Small-Holder Farmer: Is a small-scale peasant (poor farmers) who practices subsistence farming or agriculture on a small plot of land using manual labor based on rudimentary technology mainly for household food supply and for small cash at the early days of good harvest periods.

Agriculture: Is the traditional or scientific farming methods that involve the production of crops or plants, animals, or livestock, as well as fisheries for subsistence or basic livelihood by a small-holder farmer or for large scale investment for big cash or trade by a commercial farmer.

Climatic Change: Is the usual pattern of change from the normal or mean or average annual climate record or season of a state, country, district, or a place; to the next recorded pattern as experienced by the community, district, sub-region, county, state or a place within the state from dry season to wet season as experienced in the case of Ugandan bi-modal climate patterns today.

Community: Refers to a specific cluster of human settlement in urban (city, municipality, town, trading center), peri-urban (suburb), or rural (village) locations that are often inhabited by related or unrelated people with similar or different socio-economic demographic backgrounds.

Gender Equality: Is the natural attitude and practice of sharing benefits, resources, opportunities, or challenges on the fair or equal assessment of abilities or potential of men, women, boys, or girls in all social, economic, environment, legal, administrative, technical, scientific, and political fields.

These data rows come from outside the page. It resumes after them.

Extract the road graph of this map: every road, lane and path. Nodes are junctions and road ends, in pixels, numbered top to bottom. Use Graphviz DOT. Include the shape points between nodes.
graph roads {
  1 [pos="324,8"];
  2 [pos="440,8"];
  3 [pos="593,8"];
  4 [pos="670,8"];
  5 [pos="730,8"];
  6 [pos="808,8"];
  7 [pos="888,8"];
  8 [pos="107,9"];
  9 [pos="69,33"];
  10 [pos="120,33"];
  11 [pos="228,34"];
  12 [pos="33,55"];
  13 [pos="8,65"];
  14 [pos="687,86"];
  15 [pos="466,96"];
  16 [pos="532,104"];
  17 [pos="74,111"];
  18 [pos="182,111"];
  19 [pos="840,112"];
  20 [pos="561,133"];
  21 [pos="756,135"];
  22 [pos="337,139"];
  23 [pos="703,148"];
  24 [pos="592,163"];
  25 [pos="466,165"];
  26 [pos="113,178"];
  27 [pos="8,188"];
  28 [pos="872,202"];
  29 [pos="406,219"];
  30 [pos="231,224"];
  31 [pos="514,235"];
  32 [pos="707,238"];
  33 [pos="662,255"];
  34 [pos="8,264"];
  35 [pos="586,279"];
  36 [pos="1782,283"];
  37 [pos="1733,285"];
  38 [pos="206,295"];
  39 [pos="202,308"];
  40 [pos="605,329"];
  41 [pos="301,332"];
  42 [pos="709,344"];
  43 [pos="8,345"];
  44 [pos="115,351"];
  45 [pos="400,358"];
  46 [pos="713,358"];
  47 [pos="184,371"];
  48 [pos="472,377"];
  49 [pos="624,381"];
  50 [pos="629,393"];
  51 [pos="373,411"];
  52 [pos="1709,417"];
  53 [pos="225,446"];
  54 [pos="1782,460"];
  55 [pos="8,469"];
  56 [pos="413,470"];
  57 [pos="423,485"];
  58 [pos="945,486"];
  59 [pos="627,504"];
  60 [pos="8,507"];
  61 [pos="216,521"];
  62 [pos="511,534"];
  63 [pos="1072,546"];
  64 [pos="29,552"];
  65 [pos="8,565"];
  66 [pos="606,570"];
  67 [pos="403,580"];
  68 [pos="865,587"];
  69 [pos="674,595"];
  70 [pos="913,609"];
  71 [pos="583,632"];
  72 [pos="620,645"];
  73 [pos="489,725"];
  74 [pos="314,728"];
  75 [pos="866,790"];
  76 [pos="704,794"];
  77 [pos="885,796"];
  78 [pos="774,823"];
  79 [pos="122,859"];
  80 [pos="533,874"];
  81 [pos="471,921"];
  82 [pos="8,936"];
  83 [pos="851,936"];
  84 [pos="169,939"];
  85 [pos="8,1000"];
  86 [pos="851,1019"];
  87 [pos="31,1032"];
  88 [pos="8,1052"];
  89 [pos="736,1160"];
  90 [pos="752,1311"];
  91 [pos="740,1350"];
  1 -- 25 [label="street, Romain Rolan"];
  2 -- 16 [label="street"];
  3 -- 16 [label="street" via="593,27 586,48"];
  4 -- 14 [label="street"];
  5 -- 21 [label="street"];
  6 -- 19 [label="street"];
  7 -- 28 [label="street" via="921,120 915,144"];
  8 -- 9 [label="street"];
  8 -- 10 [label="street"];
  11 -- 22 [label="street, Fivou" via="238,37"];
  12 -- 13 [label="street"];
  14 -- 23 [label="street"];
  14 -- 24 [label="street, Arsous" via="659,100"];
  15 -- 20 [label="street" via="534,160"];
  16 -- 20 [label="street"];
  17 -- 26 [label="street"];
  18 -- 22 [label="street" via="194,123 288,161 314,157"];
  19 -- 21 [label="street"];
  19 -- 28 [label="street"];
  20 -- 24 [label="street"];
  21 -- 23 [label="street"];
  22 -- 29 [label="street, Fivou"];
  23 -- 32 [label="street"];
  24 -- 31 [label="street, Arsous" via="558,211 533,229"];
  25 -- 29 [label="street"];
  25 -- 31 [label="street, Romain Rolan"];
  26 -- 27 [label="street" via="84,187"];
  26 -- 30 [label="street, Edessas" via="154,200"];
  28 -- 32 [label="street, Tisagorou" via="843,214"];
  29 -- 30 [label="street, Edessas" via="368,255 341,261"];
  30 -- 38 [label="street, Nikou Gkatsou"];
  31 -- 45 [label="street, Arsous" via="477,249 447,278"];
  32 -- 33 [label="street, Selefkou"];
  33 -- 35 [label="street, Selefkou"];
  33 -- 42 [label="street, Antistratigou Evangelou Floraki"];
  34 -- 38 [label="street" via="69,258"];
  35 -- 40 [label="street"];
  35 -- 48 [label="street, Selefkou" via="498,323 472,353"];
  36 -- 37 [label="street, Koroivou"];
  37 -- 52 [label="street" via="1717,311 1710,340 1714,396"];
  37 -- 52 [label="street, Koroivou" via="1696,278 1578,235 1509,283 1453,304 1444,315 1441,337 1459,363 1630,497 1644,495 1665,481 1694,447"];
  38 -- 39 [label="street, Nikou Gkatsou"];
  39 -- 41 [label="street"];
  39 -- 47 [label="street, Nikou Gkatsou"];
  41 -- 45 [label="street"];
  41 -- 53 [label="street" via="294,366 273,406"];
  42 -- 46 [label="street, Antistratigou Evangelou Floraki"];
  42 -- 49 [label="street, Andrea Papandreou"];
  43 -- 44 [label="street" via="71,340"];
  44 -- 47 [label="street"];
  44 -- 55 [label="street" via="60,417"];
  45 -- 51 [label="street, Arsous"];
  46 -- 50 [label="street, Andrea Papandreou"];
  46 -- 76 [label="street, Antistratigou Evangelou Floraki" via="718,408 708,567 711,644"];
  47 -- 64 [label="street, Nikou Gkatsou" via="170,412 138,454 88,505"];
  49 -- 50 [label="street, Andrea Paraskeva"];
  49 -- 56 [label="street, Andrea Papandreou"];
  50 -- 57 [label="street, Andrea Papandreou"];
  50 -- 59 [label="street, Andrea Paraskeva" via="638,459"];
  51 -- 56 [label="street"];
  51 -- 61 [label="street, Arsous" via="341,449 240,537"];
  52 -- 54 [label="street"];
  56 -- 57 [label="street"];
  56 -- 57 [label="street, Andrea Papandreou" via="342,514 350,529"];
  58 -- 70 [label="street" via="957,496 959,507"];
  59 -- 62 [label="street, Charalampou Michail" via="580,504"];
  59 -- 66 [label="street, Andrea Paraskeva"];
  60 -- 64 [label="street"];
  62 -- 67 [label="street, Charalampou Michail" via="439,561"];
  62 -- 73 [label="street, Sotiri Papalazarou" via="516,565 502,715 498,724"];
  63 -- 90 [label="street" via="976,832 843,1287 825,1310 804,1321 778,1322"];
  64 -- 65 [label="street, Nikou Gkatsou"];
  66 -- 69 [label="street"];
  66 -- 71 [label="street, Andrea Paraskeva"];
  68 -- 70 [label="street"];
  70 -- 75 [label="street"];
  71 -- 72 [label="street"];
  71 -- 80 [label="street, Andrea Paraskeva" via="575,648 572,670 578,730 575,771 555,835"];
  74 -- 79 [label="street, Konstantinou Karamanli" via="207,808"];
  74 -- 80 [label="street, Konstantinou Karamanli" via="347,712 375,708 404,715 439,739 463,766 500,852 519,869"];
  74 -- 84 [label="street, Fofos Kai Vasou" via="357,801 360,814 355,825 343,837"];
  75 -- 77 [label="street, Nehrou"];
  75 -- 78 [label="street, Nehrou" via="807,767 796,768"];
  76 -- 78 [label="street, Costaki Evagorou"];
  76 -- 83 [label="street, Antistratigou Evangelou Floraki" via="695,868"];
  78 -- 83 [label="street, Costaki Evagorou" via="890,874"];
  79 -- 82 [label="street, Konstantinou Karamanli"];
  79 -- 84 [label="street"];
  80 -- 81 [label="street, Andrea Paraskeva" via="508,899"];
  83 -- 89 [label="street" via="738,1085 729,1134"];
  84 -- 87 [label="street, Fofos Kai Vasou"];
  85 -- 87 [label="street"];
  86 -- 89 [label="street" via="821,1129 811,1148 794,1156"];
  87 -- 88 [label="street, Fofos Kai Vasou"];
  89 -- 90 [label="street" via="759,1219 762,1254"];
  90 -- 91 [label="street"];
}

Weather: Is the current persistent or intermittent prevailing status of a local, regional, or national short-term atmospheric conditions of the time or hours, day (s), or week that is characterized by temperature, vapor, drizzle, rainfall, visibility, sunshine, cloud, wind, snowing, or humidity.

Climate: Is the predictable average record or information of state or pattern of every day's weather or prevailing condition of a country, state, or region over a period of at least 30 years as the seasons, such as, for example, the bi-modal climatic change of dry and wet seasons as in Uganda.

Climate Change: Is the quantitative statistical record of a long term adjustment of regular annual two climatic wet and wet seasons, in Uganda, which occurs in districts or nationally over a long period of over 30 years as a result of natural and human drivers with a focus on human activities.

Household: Is a social infrastructure unit of human settlement, habitation, or accommodation, which normally hosts or houses individuals, relatives or non-relatives, or members of a nucleus family that may be headed by men, women, or children, as practically experienced in Uganda today.